*** Opening of INPUT RECORDS ***

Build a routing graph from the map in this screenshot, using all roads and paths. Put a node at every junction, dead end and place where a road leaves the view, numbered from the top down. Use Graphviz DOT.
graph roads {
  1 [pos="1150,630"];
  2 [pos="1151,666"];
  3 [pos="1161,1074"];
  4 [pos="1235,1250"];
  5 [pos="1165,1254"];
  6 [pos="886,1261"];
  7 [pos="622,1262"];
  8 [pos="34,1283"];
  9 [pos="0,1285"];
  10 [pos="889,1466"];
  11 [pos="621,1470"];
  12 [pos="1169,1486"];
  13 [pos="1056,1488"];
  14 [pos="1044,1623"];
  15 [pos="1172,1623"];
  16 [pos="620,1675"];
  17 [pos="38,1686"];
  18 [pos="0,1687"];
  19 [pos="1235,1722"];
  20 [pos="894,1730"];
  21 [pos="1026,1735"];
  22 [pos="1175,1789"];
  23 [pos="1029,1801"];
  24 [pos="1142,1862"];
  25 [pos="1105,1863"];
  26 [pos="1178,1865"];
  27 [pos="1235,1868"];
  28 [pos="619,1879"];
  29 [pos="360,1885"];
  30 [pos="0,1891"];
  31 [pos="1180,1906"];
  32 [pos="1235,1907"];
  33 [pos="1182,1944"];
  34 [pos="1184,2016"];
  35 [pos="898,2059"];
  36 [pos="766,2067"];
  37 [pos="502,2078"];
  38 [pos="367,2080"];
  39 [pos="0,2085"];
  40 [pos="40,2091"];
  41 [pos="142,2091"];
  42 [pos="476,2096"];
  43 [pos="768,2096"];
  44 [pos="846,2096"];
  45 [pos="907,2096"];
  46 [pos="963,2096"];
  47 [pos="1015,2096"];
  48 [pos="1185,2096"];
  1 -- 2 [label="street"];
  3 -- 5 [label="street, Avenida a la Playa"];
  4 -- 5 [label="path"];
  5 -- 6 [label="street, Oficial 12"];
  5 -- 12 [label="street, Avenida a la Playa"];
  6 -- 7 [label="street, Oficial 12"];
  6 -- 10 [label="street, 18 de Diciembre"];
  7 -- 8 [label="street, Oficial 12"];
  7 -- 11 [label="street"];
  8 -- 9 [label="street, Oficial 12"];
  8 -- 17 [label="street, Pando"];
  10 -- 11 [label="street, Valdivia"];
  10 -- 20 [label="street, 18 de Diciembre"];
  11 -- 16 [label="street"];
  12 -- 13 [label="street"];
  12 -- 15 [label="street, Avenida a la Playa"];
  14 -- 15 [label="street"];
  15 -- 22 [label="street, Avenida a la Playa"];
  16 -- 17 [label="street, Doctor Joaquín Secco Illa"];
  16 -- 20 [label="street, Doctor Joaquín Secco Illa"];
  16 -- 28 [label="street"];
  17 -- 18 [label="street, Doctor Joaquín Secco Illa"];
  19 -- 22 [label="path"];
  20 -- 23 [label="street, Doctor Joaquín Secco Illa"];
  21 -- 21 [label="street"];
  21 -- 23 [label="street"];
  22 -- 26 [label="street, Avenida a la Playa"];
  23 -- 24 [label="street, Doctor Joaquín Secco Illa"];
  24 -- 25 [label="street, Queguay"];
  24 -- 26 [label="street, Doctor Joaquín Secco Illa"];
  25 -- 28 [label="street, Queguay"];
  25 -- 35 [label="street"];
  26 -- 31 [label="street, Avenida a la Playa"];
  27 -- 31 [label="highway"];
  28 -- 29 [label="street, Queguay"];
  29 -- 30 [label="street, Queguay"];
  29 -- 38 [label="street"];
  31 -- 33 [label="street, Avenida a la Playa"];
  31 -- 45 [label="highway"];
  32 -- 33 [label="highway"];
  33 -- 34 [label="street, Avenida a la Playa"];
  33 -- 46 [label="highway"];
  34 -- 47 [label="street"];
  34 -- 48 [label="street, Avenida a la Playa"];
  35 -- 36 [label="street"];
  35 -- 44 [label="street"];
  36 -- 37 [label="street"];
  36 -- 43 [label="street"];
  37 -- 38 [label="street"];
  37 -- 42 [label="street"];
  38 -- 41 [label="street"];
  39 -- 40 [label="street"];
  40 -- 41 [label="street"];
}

*** Close of INPUT RECORDS ***

- _TASK DESCRIPTION_:
Would you write out the full set of records above without alteration?

- _ANSWER BOX_:
Build a routing graph from the map in this screenshot, using all roads and paths. Put a node at every junction, dead end and place where a road leaves the view, numbered from the top down. Use Graphviz DOT.
graph roads {
  1 [pos="1150,630"];
  2 [pos="1151,666"];
  3 [pos="1161,1074"];
  4 [pos="1235,1250"];
  5 [pos="1165,1254"];
  6 [pos="886,1261"];
  7 [pos="622,1262"];
  8 [pos="34,1283"];
  9 [pos="0,1285"];
  10 [pos="889,1466"];
  11 [pos="621,1470"];
  12 [pos="1169,1486"];
  13 [pos="1056,1488"];
  14 [pos="1044,1623"];
  15 [pos="1172,1623"];
  16 [pos="620,1675"];
  17 [pos="38,1686"];
  18 [pos="0,1687"];
  19 [pos="1235,1722"];
  20 [pos="894,1730"];
  21 [pos="1026,1735"];
  22 [pos="1175,1789"];
  23 [pos="1029,1801"];
  24 [pos="1142,1862"];
  25 [pos="1105,1863"];
  26 [pos="1178,1865"];
  27 [pos="1235,1868"];
  28 [pos="619,1879"];
  29 [pos="360,1885"];
  30 [pos="0,1891"];
  31 [pos="1180,1906"];
  32 [pos="1235,1907"];
  33 [pos="1182,1944"];
  34 [pos="1184,2016"];
  35 [pos="898,2059"];
  36 [pos="766,2067"];
  37 [pos="502,2078"];
  38 [pos="367,2080"];
  39 [pos="0,2085"];
  40 [pos="40,2091"];
  41 [pos="142,2091"];
  42 [pos="476,2096"];
  43 [pos="768,2096"];
  44 [pos="846,2096"];
  45 [pos="907,2096"];
  46 [pos="963,2096"];
  47 [pos="1015,2096"];
  48 [pos="1185,2096"];
  1 -- 2 [label="street"];
  3 -- 5 [label="street, Avenida a la Playa"];
  4 -- 5 [label="path"];
  5 -- 6 [label="street, Oficial 12"];
  5 -- 12 [label="street, Avenida a la Playa"];
  6 -- 7 [label="street, Oficial 12"];
  6 -- 10 [label="street, 18 de Diciembre"];
  7 -- 8 [label="street, Oficial 12"];
  7 -- 11 [label="street"];
  8 -- 9 [label="street, Oficial 12"];
  8 -- 17 [label="street, Pando"];
  10 -- 11 [label="street, Valdivia"];
  10 -- 20 [label="street, 18 de Diciembre"];
  11 -- 16 [label="street"];
  12 -- 13 [label="street"];
  12 -- 15 [label="street, Avenida a la Playa"];
  14 -- 15 [label="street"];
  15 -- 22 [label="street, Avenida a la Playa"];
  16 -- 17 [label="street, Doctor Joaquín Secco Illa"];
  16 -- 20 [label="street, Doctor Joaquín Secco Illa"];
  16 -- 28 [label="street"];
  17 -- 18 [label="street, Doctor Joaquín Secco Illa"];
  19 -- 22 [label="path"];
  20 -- 23 [label="street, Doctor Joaquín Secco Illa"];
  21 -- 21 [label="street"];
  21 -- 23 [label="street"];
  22 -- 26 [label="street, Avenida a la Playa"];
  23 -- 24 [label="street, Doctor Joaquín Secco Illa"];
  24 -- 25 [label="street, Queguay"];
  24 -- 26 [label="street, Doctor Joaquín Secco Illa"];
  25 -- 28 [label="street, Queguay"];
  25 -- 35 [label="street"];
  26 -- 31 [label="street, Avenida a la Playa"];
  27 -- 31 [label="highway"];
  28 -- 29 [label="street, Queguay"];
  29 -- 30 [label="street, Queguay"];
  29 -- 38 [label="street"];
  31 -- 33 [label="street, Avenida a la Playa"];
  31 -- 45 [label="highway"];
  32 -- 33 [label="highway"];
  33 -- 34 [label="street, Avenida a la Playa"];
  33 -- 46 [label="highway"];
  34 -- 47 [label="street"];
  34 -- 48 [label="street, Avenida a la Playa"];
  35 -- 36 [label="street"];
  35 -- 44 [label="street"];
  36 -- 37 [label="street"];
  36 -- 43 [label="street"];
  37 -- 38 [label="street"];
  37 -- 42 [label="street"];
  38 -- 41 [label="street"];
  39 -- 40 [label="street"];
  40 -- 41 [label="street"];
}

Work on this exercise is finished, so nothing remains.